On May 8, 2007, Simmons began a podcast for ESPN.com called Eye of the Sportsguy.[30] On June 14, 2007 the podcast was changed to The B.S. Report with a new theme song written by Ronald Jenkees.[31] Simmons creates three or four hourlong podcasts a week, generally carrying one theme throughout, talking to everyone from sports and media notables to his friends.[32] The B.S. Report is regularly the most downloaded podcast on ESPN.com[7][32] averaging 2 million downloads a month.[25][26] In 2009, The B.S. Report was downloaded more than 25.4 million times.[33] Simmons guests includes athletes and writers such as Chuck Klosterman as well as personal friends Jacko (Yankees fan John O'Connell), Cousin Sal (Sal Iacono) and Joe House.[34]

Simmons began writing a weekly,[22] 800 word column[35] for ESPN The Magazine in 2002[36] but convinced ESPN after three years to give him 1,200 words.[35] In the July 27, 2009 issue of ESPN The Magazine, Simmons officially announced his retirement from his magazine column.[5] He continues to write for the ESPN.com Page 2 website.[5]

In October 2007, it was announced the Simmons joined the television series E:60 as a special contributor.[1] In May 2010, it was reported that Simmons and ESPN came to an agreement on a new contract, although no official announcement has been made on the terms.[37]

He has occasionally appeared on Pardon the Interruption as a guest host,[38][39] and was a panellist on the 2010 PTI's Free Agency Summit episode.[40]

Since 2009, Bill has also been a moderator and panelist at the annual MIT Sloan Sports Analytics Conference[41]

Grantland.com

Simmons also serves as the editor-in-chief of Grantland.com, a website owned by ESPN covering sports and pop culture that launched on June 8, 2011.[42] The website's name is a reference to deceased sportswriter Grantland Rice,[42] though it was reportedly not Simmons' choice for the name.[43] Sports blog Deadspin had previously reported in 2010 that Simmons was working on a "top secret editorial project."[44]

Grantland.com features articles and podcasts from Simmons,[45] Malcolm Gladwell, Chuck Klosterman, Dave Eggers, Davy Rothbart, and Michael Weinreb, among others .[42]

Other ventures

Jimmy Kimmel Live!

In the summer of 2002, Jimmy Kimmel had been trying to get Simmons to write for his new late-night talk show, Jimmy Kimmel Live! which was to premiere after the Super Bowl.[7][21][26] Simmons refused for most of the summer because he did not want to cut back on his columns and move to the West Coast away from his family and Boston teams.[21] Kimmel kept on "badgering" him and by mid-September Kimmel had him "on the ropes."[21] It was crucial for Simmons that he could write for the show and on ESPN.com and in ESPN The Magazine, which was possible because of the Disney connection with ESPN and ABC.[21] He has also stated that he joined the show because he was burned out from his column, felt he needed a change, and always wanted to write for a talk show.[2][35]
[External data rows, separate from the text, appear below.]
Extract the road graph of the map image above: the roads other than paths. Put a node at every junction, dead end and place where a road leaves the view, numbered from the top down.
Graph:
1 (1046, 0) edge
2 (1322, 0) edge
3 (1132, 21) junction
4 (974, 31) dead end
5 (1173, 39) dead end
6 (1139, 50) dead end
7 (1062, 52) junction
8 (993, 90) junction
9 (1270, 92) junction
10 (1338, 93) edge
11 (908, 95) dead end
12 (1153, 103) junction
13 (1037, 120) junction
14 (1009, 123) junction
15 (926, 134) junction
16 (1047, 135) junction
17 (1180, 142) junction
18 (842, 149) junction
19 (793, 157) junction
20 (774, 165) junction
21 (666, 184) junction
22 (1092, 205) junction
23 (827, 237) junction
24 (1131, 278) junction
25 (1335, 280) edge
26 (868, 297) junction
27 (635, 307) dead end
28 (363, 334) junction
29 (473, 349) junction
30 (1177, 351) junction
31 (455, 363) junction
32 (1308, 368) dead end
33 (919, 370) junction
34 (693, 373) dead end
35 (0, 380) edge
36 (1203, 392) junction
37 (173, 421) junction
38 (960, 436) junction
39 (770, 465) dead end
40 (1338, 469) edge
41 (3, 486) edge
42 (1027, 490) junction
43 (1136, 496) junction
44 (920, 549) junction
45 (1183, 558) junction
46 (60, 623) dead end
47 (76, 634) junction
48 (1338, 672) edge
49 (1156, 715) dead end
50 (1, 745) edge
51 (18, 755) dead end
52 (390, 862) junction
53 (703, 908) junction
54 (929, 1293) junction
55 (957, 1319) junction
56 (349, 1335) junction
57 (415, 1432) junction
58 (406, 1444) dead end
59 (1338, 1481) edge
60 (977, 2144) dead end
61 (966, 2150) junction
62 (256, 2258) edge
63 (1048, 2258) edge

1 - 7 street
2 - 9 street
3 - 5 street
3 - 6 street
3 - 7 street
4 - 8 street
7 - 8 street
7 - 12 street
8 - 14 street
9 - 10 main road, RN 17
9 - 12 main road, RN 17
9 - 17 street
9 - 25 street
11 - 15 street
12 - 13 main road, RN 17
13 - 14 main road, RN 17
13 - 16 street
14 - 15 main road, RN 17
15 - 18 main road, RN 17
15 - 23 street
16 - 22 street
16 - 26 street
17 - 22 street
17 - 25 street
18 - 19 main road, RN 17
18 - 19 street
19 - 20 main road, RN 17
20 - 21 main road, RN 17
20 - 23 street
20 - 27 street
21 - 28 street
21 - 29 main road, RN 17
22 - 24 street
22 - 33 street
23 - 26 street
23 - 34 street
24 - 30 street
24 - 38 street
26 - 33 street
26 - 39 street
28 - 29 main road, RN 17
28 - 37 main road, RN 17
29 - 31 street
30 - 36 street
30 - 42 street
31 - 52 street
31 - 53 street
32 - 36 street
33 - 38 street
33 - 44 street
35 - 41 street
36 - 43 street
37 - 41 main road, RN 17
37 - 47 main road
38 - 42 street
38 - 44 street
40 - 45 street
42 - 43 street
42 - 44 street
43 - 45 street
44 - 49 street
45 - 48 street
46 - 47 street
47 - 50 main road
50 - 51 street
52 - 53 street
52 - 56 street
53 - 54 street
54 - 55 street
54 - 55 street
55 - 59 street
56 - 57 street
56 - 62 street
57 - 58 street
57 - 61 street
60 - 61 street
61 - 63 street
Simmons left Boston and moved to California on November 16, 2002[46] and began working in April 2003[47] as a comedy writer for the show.[14] Simmons called it "the best move I ever made"[2] and said it was one of the best experiences of his life.[48] He left the show in the spring of 2004[48] after a year and a half of writing for the show.[7] He also wanted to focus full time on his column,[19] since his writing was starting to slip and he did not have enough time to work on columns or even think about them.[48] Simmons remained in California.[7]

Books

On October 1, 2005, Simmons released his first New York Times best-selling[36][49] book, Now I Can Die in Peace.[50] The book is a collection of his columns, with minor changes and lengthy footnotes, leading up to the 2004 World Series victory by the Boston Red Sox.[50] The book spent five weeks on The New York Times extended best-seller list.[19]
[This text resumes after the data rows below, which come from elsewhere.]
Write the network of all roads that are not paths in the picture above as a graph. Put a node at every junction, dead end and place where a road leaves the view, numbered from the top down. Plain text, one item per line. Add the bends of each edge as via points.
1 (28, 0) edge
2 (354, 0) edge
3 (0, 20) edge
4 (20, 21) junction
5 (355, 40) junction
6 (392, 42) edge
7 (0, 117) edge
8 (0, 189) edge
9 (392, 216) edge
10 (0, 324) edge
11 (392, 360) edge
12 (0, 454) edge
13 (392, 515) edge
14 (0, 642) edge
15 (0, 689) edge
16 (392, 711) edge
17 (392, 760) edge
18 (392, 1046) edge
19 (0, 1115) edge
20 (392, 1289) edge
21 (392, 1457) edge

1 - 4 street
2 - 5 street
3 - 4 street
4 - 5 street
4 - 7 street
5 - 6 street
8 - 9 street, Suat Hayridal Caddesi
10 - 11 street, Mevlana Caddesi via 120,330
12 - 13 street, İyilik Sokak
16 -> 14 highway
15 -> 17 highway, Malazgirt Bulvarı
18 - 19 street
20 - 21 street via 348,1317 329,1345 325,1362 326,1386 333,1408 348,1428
In July 2008, Simmons announced that he would be taking 10 weeks off from writing columns for ESPN.com's Page 2 to concentrate on finishing his second book,[51] The Book of Basketball: The NBA According to the Sports Guy, which was released on October 27, 2009.[52] The book tries to find out who really are the best players and teams of all time and the answers to some of the greatest "What ifs?" in NBA history.[53] It debuted at the top of The New York Times Best Seller List for non-fiction books.[23][54][55]

Style

When Simmons' first started his website, he wrote what he thought friends would enjoy reading because he never understood how people could be sportswriters while claiming they did not care which team won, in the name of journalistic objectivity.[19] Since Simmons was writing on the web he figured that "in order to get people to read it, it had to be different from what people got in newspapers and magazines."[56] He believes his job is not to get into the heads of the players, but into the heads of his readers.[12] One way he gets his readers to come back is to update frequently and to be provocative, so he can get a discussion going among and with his readers.[12] Simmons has stated that he "...will never write a traditional sports column."[12]

With his column, Simmons aims to speak for,[37] reconnect sportswriting with, and reproduce the experience for the average fan.[24] Simmons' writing in his columns is characterized by mixing sports knowledge,[16][23] erudite analysis,[23] clever prose,[23] comedy,[9][57] references to pop culture[9][16][24][58] including movies and television shows,[59] his non-sports-related personal life, his many fantasy sports teams,[24] video games,[24] and references to adult video.[26][54] His columns often mention trips to Las Vegas[60] or other gambling venues with his friends, including blackjack and sports gambling.[24][61]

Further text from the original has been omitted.